The Origin of the Oxygen Redox Activity in Layered and Cation-Disordered Li-Excess Cathode Materials

Abstract

With increasing complexity of technology comes a demand for higher-energy density Li-ion batteries, which requires high-energy density cathode materials. Reversible oxygen redox in Li-excess materials can substantially expand the search space of high capacity and energy density cathodes, because it can deliver excess capacity beyond the theoretical transition metal (TM) redox capacity, reducing the necessity of heavy and expensive TM ions.[1-4] Nevertheless, the structural and electronic origin of the oxygen redox process is not understood, preventing the rational design of better cathode materials with oxygen redox. In this talk, we explain how specific chemical and structural features in layered and cation-disordered Li-excess cathode materials introduce labile oxygen electrons that can be easily extracted and participate in the practical capacity of these materials.
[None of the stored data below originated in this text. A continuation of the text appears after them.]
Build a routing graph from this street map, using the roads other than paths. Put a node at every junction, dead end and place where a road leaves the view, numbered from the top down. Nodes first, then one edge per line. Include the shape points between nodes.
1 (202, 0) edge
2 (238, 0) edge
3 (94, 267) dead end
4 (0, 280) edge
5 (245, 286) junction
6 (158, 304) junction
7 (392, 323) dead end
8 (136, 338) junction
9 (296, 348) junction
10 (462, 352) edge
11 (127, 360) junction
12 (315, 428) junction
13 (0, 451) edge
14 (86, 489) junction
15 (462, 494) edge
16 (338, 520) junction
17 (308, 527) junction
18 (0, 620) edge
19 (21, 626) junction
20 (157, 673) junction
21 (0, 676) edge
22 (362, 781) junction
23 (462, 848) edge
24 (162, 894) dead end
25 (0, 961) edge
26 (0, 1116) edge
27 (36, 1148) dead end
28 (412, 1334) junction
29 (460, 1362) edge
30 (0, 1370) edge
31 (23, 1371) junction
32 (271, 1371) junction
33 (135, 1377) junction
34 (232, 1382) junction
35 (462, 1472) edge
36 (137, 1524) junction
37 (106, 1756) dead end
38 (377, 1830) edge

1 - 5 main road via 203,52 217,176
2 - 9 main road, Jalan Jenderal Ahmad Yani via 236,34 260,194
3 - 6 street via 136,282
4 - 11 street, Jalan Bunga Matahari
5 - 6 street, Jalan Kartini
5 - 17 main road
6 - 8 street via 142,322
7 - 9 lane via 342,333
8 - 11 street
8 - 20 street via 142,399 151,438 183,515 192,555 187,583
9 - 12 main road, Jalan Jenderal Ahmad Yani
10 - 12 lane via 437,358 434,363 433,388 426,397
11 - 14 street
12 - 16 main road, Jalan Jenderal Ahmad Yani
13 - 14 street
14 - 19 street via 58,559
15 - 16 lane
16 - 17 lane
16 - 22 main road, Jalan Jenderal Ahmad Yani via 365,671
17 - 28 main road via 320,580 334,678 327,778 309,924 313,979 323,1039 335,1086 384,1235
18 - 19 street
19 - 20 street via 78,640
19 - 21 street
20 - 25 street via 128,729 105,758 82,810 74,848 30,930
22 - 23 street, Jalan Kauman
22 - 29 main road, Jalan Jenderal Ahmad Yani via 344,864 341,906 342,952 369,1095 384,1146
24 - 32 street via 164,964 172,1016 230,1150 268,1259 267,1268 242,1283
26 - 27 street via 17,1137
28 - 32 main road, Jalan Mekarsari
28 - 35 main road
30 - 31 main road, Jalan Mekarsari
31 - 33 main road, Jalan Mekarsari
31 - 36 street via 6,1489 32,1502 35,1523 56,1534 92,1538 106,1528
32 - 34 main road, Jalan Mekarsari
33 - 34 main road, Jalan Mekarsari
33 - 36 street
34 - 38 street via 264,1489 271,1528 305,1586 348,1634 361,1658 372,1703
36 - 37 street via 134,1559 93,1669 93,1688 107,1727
Our ab initio calculations demonstrate that Li excess and cation disorder create unhybridized oxygen 2p states in lithium-metal-oxide cathodes that promote oxygen redox, which can create extra capacity beyond the TM redox capacity and lead to peroxo-like species when local distortion in the chemical bond is allowed (Figure 1).[5] Furthermore, we explain how this specific oxygen redox process competes with the TM redox, providing clear guidelines for the design of high-capacity cathodes with optimized TM or O redox.